Arizona Public Service and a Massachusetts-based company called GreenFuel Technologies Corp. have launched a project they hope will solve two problems at once — reducing greenhouse-gas emissions from power plants while creating domestic fuel for motor vehicles.
The Emissions-to-Biofuels project at APS’s Redhawk Power Station uses algae that feed on the carbon dioxide produced at the power plant to turn the gas into biodiesel and ethanol fuels
For extra measure, the algae also produce proteins that can be used to as feed for livestock.
The endeavor won the Emission Energy Project of the Year award late Thursday at the eighth-annual Platts Global Energy Awards ceremony in New York. Platts, a division of The McGraw-Hill Companies, reports information on the energy industry.
For the past 18 months GreenFuel has been testing an algae bioreactor system connected to the stacks at the natural gasfired plant at Arlington, about 55 miles west of Phoenix.
Carbon dioxide produced as a by-product of burning natural gas is fed to the algae-unicellular plants that divide and grow by the process of photosynthesis. The hungry algae consume the carbon dioxide in the presence of sunlight, producing oxygen, which is released into the air, and sugar, which is metabolized into lipids, starches and proteins.

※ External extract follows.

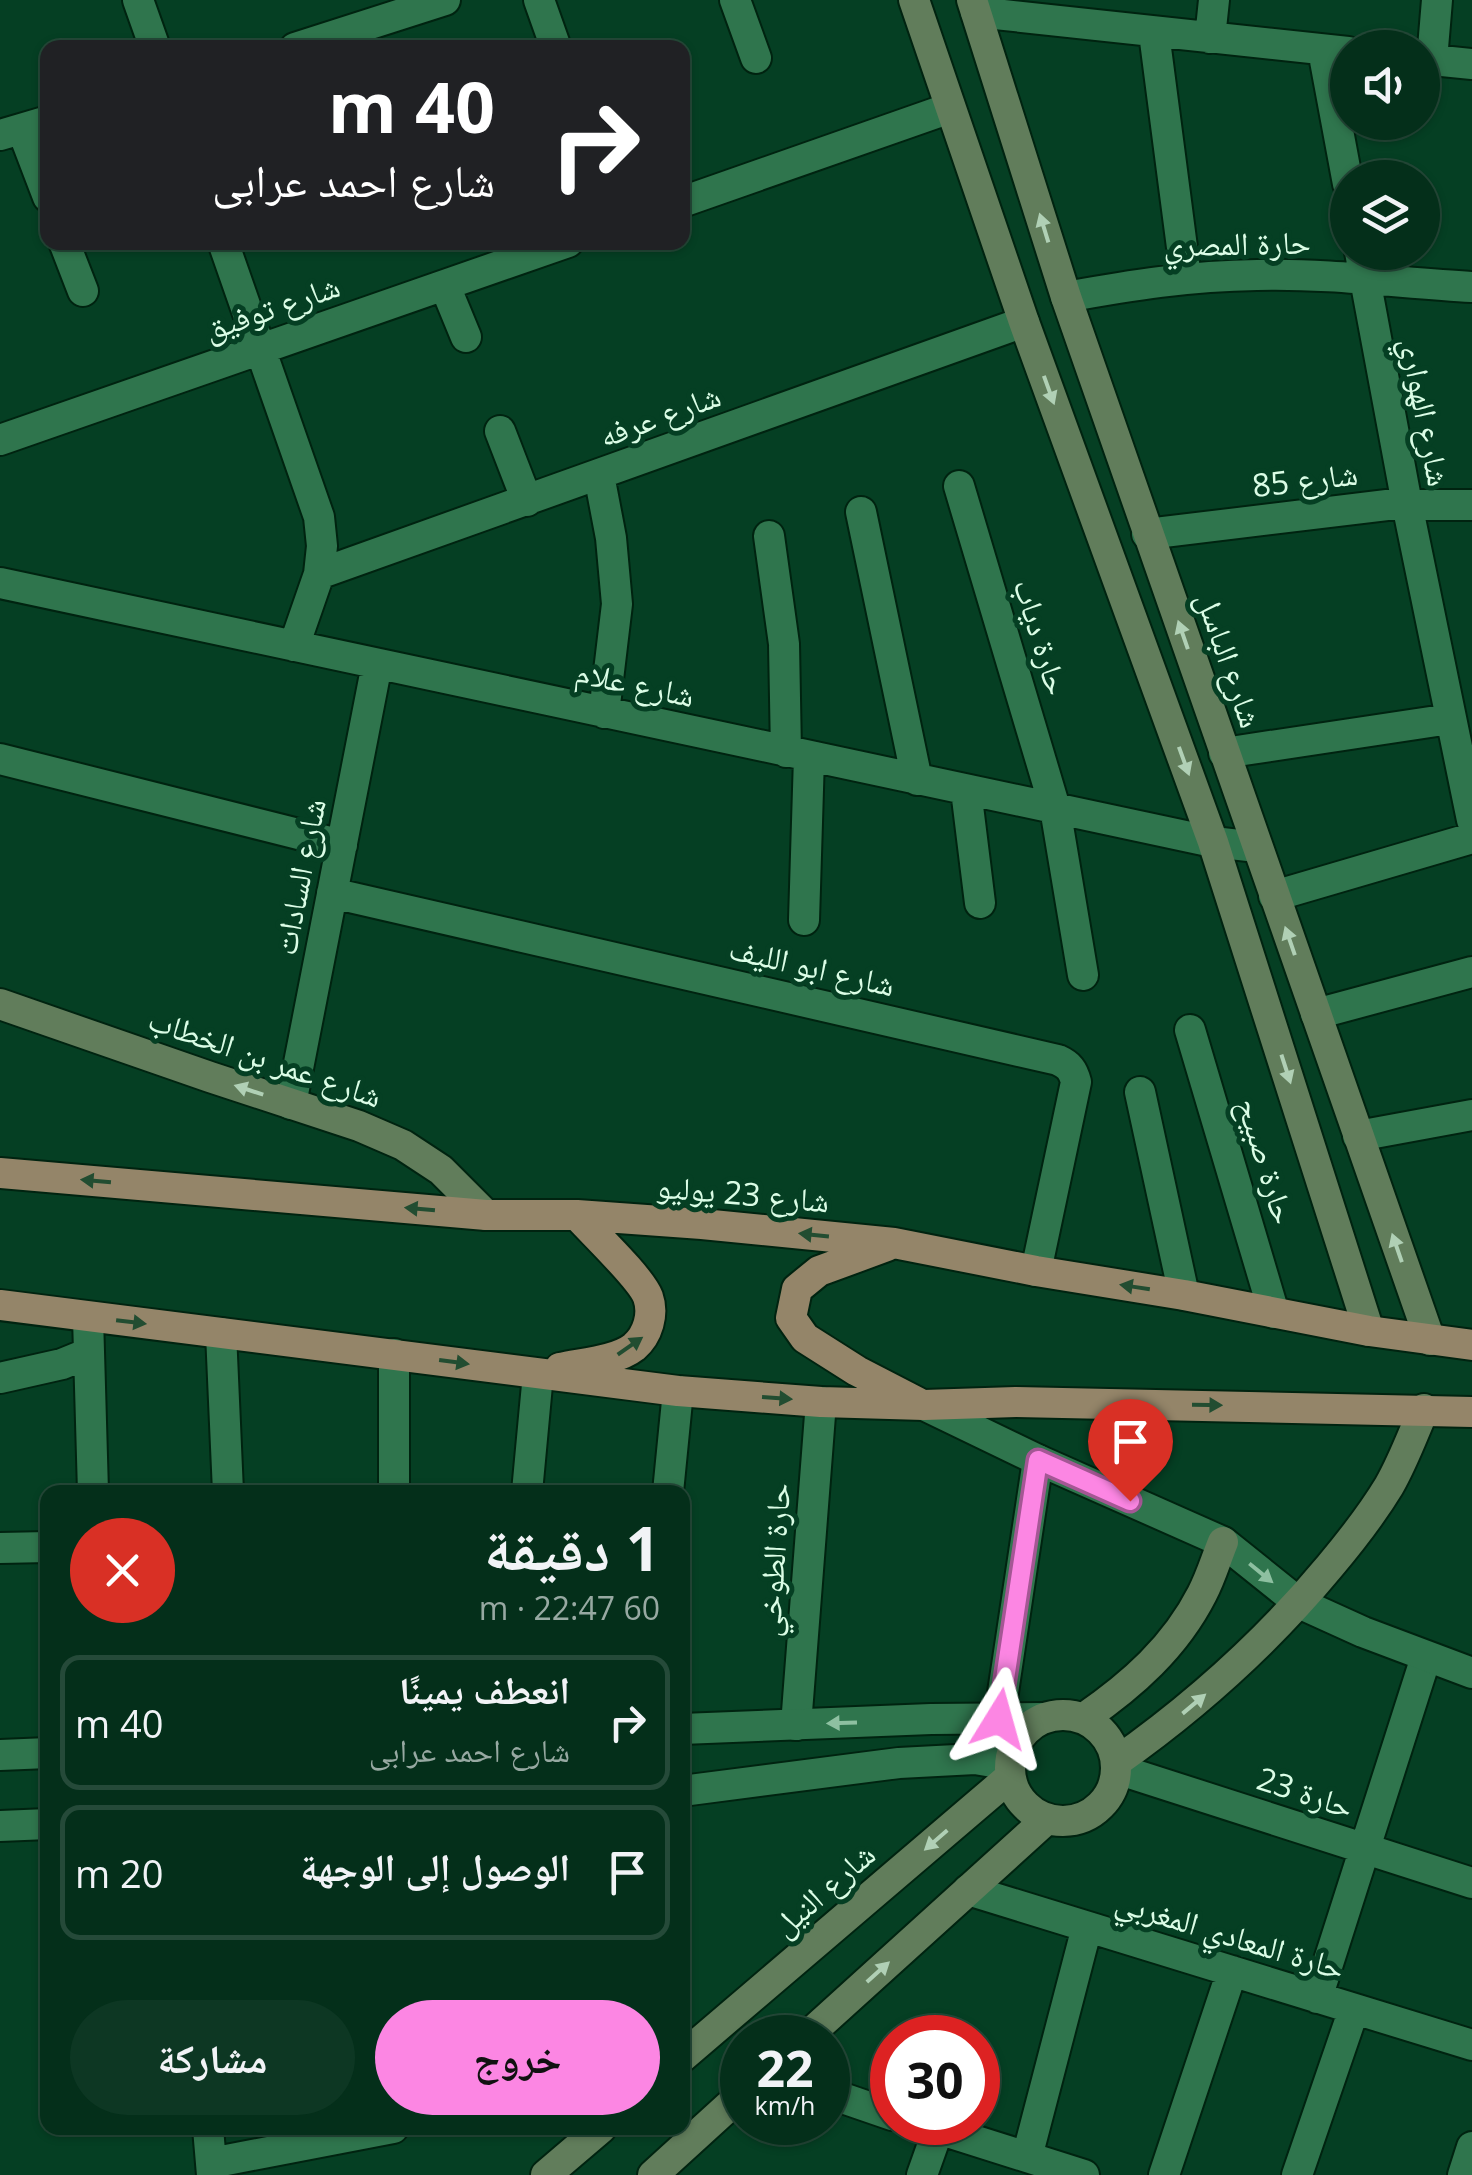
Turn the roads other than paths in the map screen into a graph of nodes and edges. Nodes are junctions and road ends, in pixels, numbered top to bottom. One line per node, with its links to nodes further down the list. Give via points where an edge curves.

The algae biomass is then harvested, and the lipids, an oil, are converted into biodiesel fuel, and the starches are turned into ethanol. Both could be used as fuels for motor vehicles, or they could be recycled for burning in the power plant to produce more electricity.

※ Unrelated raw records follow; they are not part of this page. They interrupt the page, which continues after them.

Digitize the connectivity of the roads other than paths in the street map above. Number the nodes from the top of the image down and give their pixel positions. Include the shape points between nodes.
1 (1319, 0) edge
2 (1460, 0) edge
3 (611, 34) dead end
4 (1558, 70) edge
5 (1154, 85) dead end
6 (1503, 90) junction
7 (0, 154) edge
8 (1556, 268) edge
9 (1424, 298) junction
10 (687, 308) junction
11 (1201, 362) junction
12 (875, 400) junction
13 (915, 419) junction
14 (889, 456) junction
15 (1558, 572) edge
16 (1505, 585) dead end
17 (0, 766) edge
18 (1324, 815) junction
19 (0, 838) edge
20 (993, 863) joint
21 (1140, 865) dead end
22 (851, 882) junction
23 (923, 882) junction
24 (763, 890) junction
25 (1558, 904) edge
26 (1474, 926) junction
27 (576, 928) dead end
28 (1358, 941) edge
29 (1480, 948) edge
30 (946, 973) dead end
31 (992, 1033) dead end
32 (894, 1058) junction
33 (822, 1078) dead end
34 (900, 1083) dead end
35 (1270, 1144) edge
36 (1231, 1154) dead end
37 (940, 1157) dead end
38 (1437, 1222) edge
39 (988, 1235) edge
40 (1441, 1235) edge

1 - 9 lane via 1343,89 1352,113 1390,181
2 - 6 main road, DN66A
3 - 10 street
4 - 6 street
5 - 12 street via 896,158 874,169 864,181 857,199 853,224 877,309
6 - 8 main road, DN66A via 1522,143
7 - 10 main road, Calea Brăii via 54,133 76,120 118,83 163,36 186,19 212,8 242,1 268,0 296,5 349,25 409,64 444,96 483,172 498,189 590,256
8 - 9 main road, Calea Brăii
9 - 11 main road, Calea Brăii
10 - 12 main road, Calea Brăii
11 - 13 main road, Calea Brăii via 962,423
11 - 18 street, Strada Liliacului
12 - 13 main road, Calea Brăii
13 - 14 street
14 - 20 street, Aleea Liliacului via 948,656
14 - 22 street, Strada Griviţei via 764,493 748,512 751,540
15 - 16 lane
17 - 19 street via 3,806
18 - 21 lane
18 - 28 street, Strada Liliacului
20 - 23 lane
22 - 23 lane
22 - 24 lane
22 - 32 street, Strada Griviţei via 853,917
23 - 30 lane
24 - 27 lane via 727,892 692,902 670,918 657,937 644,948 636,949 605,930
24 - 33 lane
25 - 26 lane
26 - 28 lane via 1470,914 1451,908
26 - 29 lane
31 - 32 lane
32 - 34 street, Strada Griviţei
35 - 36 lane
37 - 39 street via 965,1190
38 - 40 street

Carbon dioxide is a colorless gas scientists believe is primarily responsible for the greenhouse effect that is producing global warming.
The algae are capable of absorbing more than 80 percent of the carbon emissions produced by the Redhawk plant during daylight hours, said APS spokesman Steven Gotfried.
If every natural gas power plant in Maricopa County were equipped with an algae bioreactor, every car in the county could run on the resulting fuels for about five months, according to APS and GreenFuel calculations.
“This is the first time ever that algae biomass created on-site by direct connection to a commercial power plant has been successfully converted to both these biofuels,” said Isaac Berzin, GreenFuel’s founder and chief technology officer. “The conversion and certification of the fuels were conducted by respected, independent laboratories.”
The technology was previously tested on a laboratory scale at the Massachusetts Institute of Technology, but the Redhawk plant was the first site where it was tested on a power-plant scale. The next step will be to expand the operation to determine if the process is commercially viable, Gotfried said. GreenFuel expects to start growing algae on one-third of an acre next to the power plant, perhaps as soon as January, he said. Also the companies will seek markets for the biofuels.